Development Environment

The main advice regarding security of supply chain have long been to keep dependencies up to date. Either by running regular audits with designated package manager. Or using something like Dependabot.

Given the growing malware trend in packages on npm and other registries, it is time we start treating dependencies as potentially dangerous. Developers are the target for much of this.

A recent version of pnpm have implemented some supply-chain protection to lower the risk of npm based malware infections.

Another precaution to limit the impact of such attacks is to use sandboxed development environments. One solution is to use a cloud development environment (CDE), such as: GitHub Codespaces, Google Cloud Workstations and AWS Cloud9. Another is to run your own virtual machine for development.
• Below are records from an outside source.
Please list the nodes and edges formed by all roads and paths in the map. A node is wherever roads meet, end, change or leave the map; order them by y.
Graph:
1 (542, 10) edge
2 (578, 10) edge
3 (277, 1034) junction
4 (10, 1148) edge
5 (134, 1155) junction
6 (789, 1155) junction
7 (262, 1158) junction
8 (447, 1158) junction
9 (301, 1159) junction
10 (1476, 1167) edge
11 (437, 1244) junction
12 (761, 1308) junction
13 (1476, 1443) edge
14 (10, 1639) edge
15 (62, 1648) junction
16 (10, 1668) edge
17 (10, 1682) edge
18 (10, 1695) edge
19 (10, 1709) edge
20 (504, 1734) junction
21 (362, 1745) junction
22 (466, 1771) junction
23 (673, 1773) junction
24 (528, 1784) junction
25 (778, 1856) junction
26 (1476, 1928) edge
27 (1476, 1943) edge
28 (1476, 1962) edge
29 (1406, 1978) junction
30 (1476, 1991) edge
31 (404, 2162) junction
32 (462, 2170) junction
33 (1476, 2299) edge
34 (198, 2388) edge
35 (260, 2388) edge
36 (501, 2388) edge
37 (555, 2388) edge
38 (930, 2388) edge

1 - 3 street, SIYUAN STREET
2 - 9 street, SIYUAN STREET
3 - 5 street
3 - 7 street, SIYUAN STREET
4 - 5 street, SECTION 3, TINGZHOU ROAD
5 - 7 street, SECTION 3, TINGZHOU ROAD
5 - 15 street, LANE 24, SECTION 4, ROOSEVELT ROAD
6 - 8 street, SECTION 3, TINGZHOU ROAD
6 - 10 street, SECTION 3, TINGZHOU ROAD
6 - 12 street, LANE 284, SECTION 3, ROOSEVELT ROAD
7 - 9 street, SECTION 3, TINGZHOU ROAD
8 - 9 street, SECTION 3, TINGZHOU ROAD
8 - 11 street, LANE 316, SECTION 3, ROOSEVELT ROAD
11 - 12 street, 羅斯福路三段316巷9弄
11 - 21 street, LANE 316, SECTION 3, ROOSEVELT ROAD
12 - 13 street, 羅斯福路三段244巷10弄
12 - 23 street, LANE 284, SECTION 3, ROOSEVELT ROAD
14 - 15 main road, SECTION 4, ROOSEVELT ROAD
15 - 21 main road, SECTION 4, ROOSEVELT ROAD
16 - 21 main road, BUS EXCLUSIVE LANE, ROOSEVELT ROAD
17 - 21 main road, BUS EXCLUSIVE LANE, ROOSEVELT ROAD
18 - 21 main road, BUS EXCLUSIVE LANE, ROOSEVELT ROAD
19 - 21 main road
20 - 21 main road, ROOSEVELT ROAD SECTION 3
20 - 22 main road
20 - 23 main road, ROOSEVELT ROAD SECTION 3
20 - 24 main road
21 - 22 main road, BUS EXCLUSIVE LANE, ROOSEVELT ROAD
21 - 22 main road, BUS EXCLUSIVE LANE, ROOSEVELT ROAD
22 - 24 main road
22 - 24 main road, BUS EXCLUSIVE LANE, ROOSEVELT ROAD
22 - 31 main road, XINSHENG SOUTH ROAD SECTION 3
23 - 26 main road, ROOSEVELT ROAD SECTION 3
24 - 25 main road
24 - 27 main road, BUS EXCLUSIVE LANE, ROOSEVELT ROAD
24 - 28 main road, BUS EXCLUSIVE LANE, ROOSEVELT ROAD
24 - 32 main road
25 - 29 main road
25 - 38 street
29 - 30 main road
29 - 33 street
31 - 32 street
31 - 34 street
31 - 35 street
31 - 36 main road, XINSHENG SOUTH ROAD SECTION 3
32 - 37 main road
Using isolated development environments are also an advised safety precaution for agentic coding.

Using custom virtual machines for development environments is an option for organizations that already have the necessary infrastructure, and want tight control of costs.

Our recommendation is, that the organization create a VM template per tech-stack.

You need to be able to push commits from your sandboxed development environment. We recommend setting up branch protection to force review of all code changes before merging into the main branch.

On GitHub, we recommend using fine-grained personal access tokens. The principle of least privilege should be followed when creating tokens. They should be scoped to only the necessary repository. In addition, tokens can be created with a short expiration, although can create some inconvenience.

Developers should not be allowed to publish artifacts themselves. This should only be allowed from a protected CI/CD environment.

Some of the aforementioned supply-chain malware spread by exploiting the CI/CD pipeline. If you or your organization is maintainer of open source packages, then it might be a good idea to have a security conscious person review the CI/CD pipeline. Avoid running untrusted code as part of the pipeline. Because that could cause unauthorized exposure of access tokens.